Thesis subject : "Recombinaison méiotique :déterminisme génétique et mécanismes moléculaires et supramoléculaires."

Laboratory 1
INRA
Département Génétique et amélioration des plantes.
Centre Gif sur Yvette
Unité UMR 8120 de génétique végétale
91190 Gif-sur-Yvette
Thesis supervisor 1 : Olivier Martin, HDR (Genetique Quantitative Fondamentale)

Laboratory 2
INRA
Département Génétique et amélioration des plantes.
Centre Versailles
Unité UR 2454
Route de Saint Cyr
78026 Versailles
Thesis supervisor 2 :Raphaël Mercier (Méiose et recombinaison).

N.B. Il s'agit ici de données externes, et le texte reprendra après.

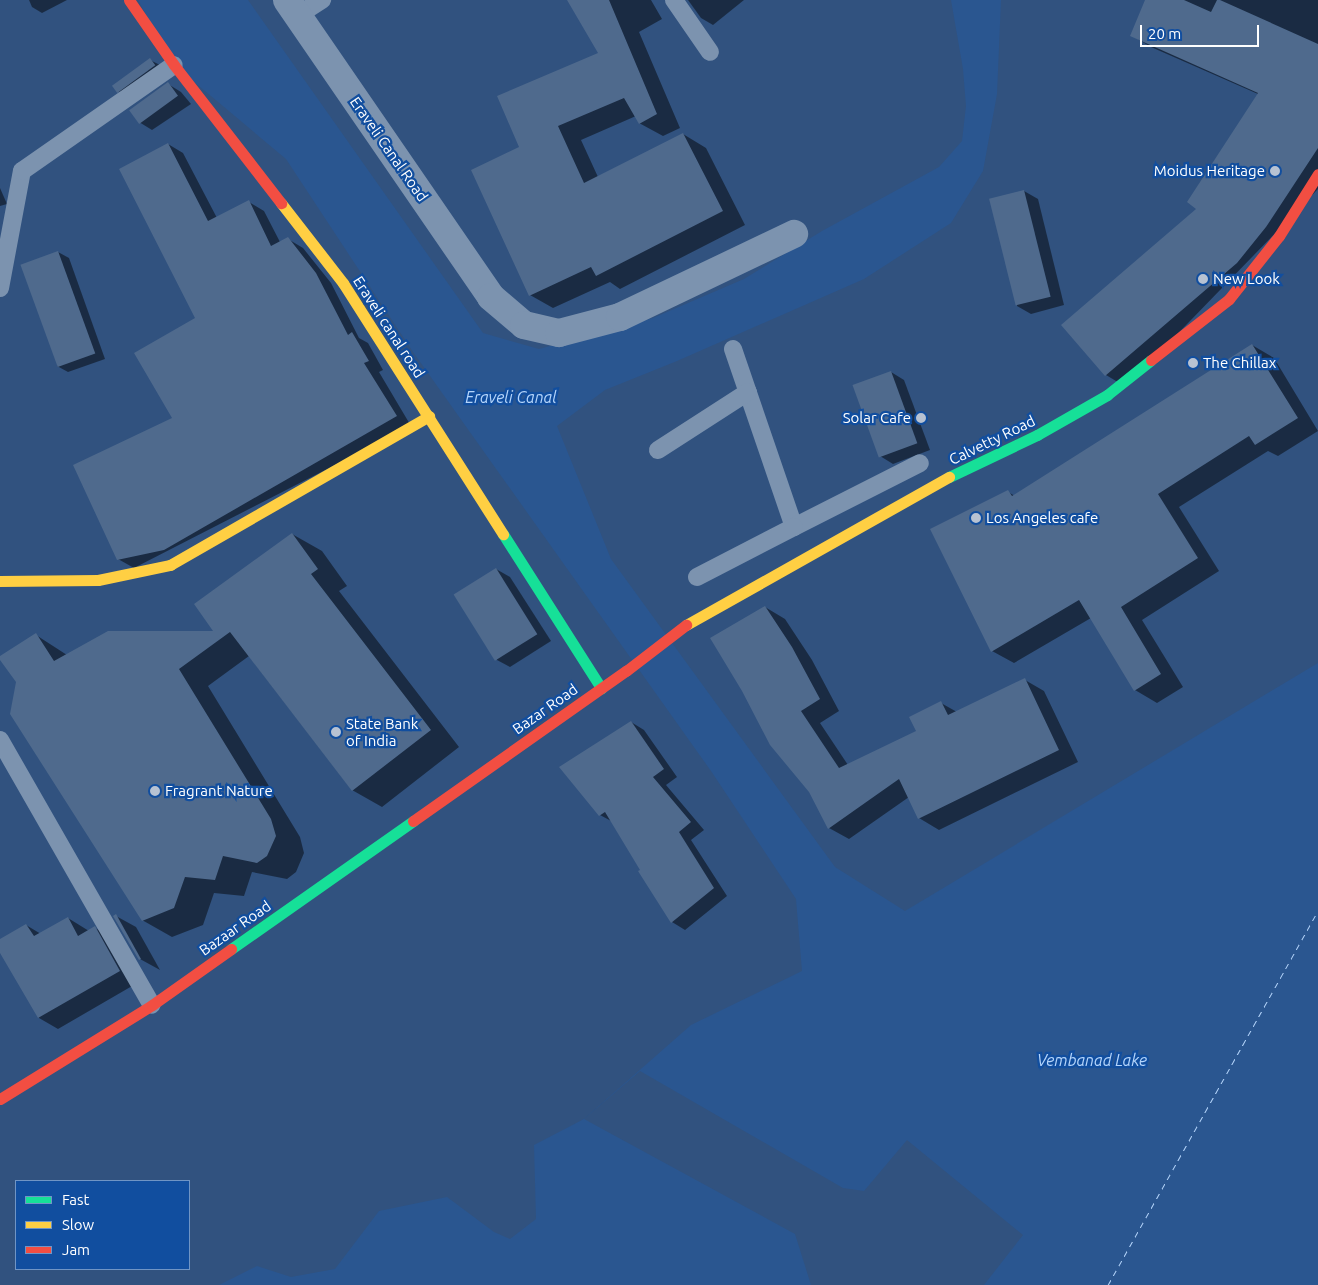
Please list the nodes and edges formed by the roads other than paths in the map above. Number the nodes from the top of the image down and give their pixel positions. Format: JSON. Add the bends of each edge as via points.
{"nodes":[{"id":1,"x":129,"y":0,"type":"edge"},
{"id":2,"x":322,"y":0,"type":"edge"},
{"id":3,"x":674,"y":0,"type":"edge"},
{"id":4,"x":292,"y":8,"type":"edge"},
{"id":5,"x":710,"y":52,"type":"dead end"},
{"id":6,"x":174,"y":65,"type":"junction"},
{"id":7,"x":1318,"y":174,"type":"edge"},
{"id":8,"x":794,"y":234,"type":"dead end"},
{"id":9,"x":0,"y":288,"type":"edge"},
{"id":10,"x":733,"y":349,"type":"dead end"},
{"id":11,"x":748,"y":392,"type":"junction"},
{"id":12,"x":429,"y":416,"type":"junction"},
{"id":13,"x":658,"y":450,"type":"dead end"},
{"id":14,"x":920,"y":463,"type":"dead end"},
{"id":15,"x":794,"y":527,"type":"junction"},
{"id":16,"x":697,"y":577,"type":"dead end"},
{"id":17,"x":0,"y":581,"type":"edge"},
{"id":18,"x":626,"y":671,"type":"joint"},
{"id":19,"x":600,"y":688,"type":"junction"},
{"id":20,"x":0,"y":740,"type":"edge"},
{"id":21,"x":481,"y":772,"type":"joint"},
{"id":22,"x":152,"y":1005,"type":"junction"},
{"id":23,"x":0,"y":1099,"type":"edge"}],
"edges":[{"from":1,"to":6,"type":"street","name":"Eraveli canal road"},
{"from":2,"to":4,"type":"lane"},
{"from":3,"to":5,"type":"lane"},
{"from":4,"to":8,"type":"street","name":"Eraveli Canal Road","via":[[491,297],[524,324],[559,333],[620,317]]},
{"from":6,"to":9,"type":"lane","via":[[22,172]]},
{"from":6,"to":12,"type":"street","name":"Eraveli canal road","via":[[343,283]]},
{"from":7,"to":18,"type":"street","name":"Calvetty Road","via":[[1279,236],[1229,299],[1108,394],[1037,435],[937,483],[688,624]]},
{"from":10,"to":11,"type":"lane"},
{"from":11,"to":13,"type":"lane"},
{"from":11,"to":15,"type":"lane"},
{"from":12,"to":17,"type":"street","via":[[170,565],[98,580]]},
{"from":12,"to":19,"type":"street","name":"Eraveli canal road"},
{"from":14,"to":15,"type":"lane"},
{"from":15,"to":16,"type":"lane"},
{"from":18,"to":19,"type":"street","name":"Bazar Road"},
{"from":19,"to":21,"type":"street","name":"Bazar Road"},
{"from":20,"to":22,"type":"lane"},
{"from":21,"to":22,"type":"street","name":"Bazaar Road"},
{"from":22,"to":23,"type":"street","name":"Bazaar Road"}]}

Before sending candidature, please contact supervisors :
Olivier Martin 01 69 33 23 36 Cet e-mail est protégé contre les robots collecteurs de mails, votre navigateur doit accepter le Javascript pour le voir
Raphaël Mercier 01 30 83 39 89 Cet e-mail est protégé contre les robots collecteurs de mails, votre navigateur doit accepter le Javascript pour le voir

Profile and subjects
Masters Modélisation, Génétique
Génétique, Biologie intégrative

Summary of project
L'objectif du projet proposé est de mieux comprendre les mécanismes de la recombinaison méiotiques et plus particulièrement la régulation de la formation et de la distribution des crossing-over. Nous proposons d'étudier ces questions dans le cadre d'Arabidopsis, grâce d'une part à un matériel végétal unique, qui nous permettra d'observer la distribution respectives des deux types de crossing-over récemment découvert, et d'autre part en poussant l'analyse des événements de recombinaison par une modélisation quantitative (statistique et physique) de pointe.

Scientific and interdisciplinary stakes
L'objectif du projet proposé est de mieux comprendre les mécanismes de recombinaison méiotiques et plus particulièrement la régulation de la formation des crossing-over (CO). Pour la levure et plus récemment Arabidopsis, plusieurs classes de CO ont été identifiées, l'une sensible à l'interférence génétique, l'autre peu ou pas du tout. Quels sont les déterminants génétiques, pourquoi y a-t-il plusieurs voies, opèrent-elles simultanément, en concurrence, et via quels mécanismes moléculaires et supramoléculaires ? Nous proposons d'étudier ces questions dans le cadre d'Arabidopsis, grâce d'une part à un matériel végétal unique que nous sommes en train de produire a Versailles et d'autre part en poussant l'analyse des événements de recombinaison par une modélisation (statistique et physique) de pointe. Les encadrants travaillent déjà ensemble dans ce mode de coopération, et sont impliqués ensemble dans une ANR en cours et dans une ANR soumise.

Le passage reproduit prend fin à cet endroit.